Clinical and basic research papers – September 2006 selections


Bone modeling and remodeling

◆ Nyman JS, Roy A, Acuna RL, Gayle HJ, Reyes MJ, Tyler JH, Dean DD, Wang X. Age-related effect on the concentration of collagen crosslinks in human osteonal and interstitial bone tissue. Bone. 2006 Sep 7; [Epub ahead of print]

Interstitial bone between osteons is older and less remodeled, has higher tissue mineral density, more micro-damage, and more empty osteocytic lacunae. Cracks propagate more readily through this homogenously mineralized tissue than through the lamellar structure of osteons. Additional abnormalities occur, as reported in this study. In 40 human cadaveric femurs, concentration of enzymatic crosslinks and a non-enzymatic crosslink indicate age- and sex-specific effects on the crosslinks in the osteons that differ from those in the interstitial bone. Non-enzymatic crosslinking may increase, while enzymatic crosslinking may decrease, with age and reduce the quality of the bone tissue. —ES


◆ Clark EM, Ness AR, Bishop NJ, Tobias JH. Association between bone mass and fractures in children: a prospective cohort study. J Bone Miner Res. 2006 Sep;21(9):1489–95.
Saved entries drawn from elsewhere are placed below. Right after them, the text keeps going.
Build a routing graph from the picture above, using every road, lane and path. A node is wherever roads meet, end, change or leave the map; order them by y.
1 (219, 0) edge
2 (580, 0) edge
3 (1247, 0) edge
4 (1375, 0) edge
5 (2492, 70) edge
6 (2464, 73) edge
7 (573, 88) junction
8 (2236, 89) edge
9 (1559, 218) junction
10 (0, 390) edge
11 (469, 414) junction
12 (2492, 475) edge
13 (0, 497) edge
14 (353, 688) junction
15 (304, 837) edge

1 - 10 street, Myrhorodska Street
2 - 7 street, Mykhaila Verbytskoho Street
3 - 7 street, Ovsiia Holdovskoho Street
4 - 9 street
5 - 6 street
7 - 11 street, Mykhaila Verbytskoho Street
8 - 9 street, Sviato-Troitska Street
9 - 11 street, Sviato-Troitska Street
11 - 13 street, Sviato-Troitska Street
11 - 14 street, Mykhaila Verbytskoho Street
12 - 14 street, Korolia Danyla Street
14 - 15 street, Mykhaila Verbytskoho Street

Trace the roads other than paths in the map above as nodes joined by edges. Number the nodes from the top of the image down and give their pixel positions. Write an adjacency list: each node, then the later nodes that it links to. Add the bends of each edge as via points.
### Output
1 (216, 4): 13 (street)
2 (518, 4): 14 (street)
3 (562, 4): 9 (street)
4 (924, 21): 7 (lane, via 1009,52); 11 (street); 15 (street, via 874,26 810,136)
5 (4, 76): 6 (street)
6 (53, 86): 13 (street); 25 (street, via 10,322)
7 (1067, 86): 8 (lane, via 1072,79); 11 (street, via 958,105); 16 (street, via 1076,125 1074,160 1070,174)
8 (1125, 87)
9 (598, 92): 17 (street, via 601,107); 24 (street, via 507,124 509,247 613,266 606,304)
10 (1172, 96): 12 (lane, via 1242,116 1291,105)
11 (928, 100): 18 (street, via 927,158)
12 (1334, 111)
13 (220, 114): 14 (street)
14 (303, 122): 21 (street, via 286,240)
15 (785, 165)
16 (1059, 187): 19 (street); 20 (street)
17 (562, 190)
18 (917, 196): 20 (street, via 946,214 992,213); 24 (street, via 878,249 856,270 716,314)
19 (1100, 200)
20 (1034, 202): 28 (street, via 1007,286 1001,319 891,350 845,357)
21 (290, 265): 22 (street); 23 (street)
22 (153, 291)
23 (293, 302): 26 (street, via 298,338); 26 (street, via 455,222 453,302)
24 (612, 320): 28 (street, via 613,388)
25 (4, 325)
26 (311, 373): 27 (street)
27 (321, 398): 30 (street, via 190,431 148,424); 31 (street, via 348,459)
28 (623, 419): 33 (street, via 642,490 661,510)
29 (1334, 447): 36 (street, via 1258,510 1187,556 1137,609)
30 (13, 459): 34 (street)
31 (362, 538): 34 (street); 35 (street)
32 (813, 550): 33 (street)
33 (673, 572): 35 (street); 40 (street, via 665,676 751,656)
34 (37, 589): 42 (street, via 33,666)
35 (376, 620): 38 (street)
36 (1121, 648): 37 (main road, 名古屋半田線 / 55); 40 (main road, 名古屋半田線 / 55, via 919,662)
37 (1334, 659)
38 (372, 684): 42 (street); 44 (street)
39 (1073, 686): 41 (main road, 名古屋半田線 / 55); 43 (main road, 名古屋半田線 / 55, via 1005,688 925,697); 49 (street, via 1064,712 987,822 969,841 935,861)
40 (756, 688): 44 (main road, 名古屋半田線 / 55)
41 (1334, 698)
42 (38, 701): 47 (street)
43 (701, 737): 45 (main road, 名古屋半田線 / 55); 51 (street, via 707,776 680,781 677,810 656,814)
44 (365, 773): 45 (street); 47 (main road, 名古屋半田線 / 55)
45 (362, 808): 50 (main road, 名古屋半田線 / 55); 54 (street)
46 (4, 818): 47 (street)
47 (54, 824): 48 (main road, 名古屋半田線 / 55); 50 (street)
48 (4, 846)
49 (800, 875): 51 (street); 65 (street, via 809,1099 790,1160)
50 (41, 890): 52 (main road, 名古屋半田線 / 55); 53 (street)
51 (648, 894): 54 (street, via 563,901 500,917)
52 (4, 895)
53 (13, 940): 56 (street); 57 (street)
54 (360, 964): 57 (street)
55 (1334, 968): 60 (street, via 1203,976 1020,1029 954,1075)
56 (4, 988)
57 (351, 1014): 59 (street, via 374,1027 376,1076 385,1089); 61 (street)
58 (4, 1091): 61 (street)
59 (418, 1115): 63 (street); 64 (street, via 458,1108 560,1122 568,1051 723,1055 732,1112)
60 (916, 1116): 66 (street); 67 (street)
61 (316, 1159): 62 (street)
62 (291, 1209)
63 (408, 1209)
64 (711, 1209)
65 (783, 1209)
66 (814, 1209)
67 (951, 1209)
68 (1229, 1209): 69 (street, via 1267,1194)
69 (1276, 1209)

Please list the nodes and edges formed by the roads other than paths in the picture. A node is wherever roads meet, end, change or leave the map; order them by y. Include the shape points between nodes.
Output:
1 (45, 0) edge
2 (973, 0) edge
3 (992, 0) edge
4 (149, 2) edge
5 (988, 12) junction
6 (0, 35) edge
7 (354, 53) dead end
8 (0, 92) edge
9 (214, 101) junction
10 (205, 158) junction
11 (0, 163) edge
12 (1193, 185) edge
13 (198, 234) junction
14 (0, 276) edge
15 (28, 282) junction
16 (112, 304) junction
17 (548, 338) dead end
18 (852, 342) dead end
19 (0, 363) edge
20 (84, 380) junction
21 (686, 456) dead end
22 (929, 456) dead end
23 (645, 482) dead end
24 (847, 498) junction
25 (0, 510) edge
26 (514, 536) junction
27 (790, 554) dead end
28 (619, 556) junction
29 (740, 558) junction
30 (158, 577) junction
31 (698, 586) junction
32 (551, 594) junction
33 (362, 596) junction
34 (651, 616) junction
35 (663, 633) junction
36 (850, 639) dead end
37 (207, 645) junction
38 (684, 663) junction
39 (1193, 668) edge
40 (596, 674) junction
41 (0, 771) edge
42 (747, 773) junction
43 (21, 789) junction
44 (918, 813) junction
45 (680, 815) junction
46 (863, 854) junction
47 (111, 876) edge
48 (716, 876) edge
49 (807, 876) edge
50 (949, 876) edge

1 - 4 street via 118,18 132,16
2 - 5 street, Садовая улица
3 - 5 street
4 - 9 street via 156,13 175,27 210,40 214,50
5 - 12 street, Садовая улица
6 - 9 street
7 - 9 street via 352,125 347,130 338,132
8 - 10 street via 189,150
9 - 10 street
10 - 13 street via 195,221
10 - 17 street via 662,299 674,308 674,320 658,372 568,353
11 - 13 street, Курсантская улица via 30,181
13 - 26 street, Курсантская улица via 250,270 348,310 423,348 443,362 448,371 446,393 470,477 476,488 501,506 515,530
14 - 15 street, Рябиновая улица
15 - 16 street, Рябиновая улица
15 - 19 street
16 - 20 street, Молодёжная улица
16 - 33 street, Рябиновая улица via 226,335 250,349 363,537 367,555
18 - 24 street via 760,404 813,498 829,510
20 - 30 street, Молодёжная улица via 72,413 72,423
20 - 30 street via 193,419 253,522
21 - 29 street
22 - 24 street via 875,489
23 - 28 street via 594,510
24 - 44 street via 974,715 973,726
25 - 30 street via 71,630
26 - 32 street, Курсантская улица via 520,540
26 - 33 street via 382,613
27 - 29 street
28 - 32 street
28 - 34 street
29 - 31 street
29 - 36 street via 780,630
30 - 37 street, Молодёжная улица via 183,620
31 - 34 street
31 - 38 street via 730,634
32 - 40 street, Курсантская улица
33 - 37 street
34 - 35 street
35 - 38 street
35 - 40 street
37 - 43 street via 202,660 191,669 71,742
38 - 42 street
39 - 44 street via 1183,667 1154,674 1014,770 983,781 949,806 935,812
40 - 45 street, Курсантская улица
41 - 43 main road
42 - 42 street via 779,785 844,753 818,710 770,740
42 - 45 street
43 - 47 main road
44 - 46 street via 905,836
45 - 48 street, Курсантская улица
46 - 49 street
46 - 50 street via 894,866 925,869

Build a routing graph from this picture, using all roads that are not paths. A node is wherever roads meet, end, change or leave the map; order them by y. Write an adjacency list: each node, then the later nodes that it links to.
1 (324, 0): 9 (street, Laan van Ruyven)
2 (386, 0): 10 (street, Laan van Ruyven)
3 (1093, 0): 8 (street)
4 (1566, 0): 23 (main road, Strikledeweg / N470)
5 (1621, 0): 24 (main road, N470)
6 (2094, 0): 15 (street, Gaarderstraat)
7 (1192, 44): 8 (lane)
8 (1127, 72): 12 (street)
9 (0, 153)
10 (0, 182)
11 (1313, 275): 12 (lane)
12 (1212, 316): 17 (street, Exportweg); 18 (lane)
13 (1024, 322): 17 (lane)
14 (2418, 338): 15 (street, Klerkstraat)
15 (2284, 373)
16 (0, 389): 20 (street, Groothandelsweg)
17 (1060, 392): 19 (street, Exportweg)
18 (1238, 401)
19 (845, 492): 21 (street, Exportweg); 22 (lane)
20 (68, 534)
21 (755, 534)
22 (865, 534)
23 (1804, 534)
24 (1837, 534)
A number of observational and some longitudinal studies have reported that childhood fractures are associated with lower bone mass, including at peak, compared to nonfractured children, indicating that fractures during growth are not just a hallmark of risky behavior but of bone fragility too. Considering the large contribution of peak bone mass to osteoporosis risk later in life, it has been suggested that fractures in childhood should be considered as a risk factor for osteoporosis. Now this study: 2-year longitudinal fracture risk in boys and girls again is shown to be positively associated with lower BMD at 9.9 years, even more so after adjustment for height and weight (a so-called estimate of vBMD). This may not sound very new, but since 6213 children were studied here, i.e., a whole population (from Avon in the UK), this study may still be the ultimate proof that fractures in childhood, although extremely common, mean something must be urgently done to improve bone mass acquisition in these children. Will someone listen now? —SF


◆ Feng JQ, Ward LM, Liu S, Lu Y, Xie Y, Yuan B, Yu X, Rauch F, Davis SI, Zhang S, Rios H, Drezner MK, Quarles LD, Bonewald LF, White KE. Loss of DMP1 causes rickets and osteomalacia and identifies a role for osteocytes in mineral metabolism. Nat Genet. 2006 Oct 8; [Epub ahead of print]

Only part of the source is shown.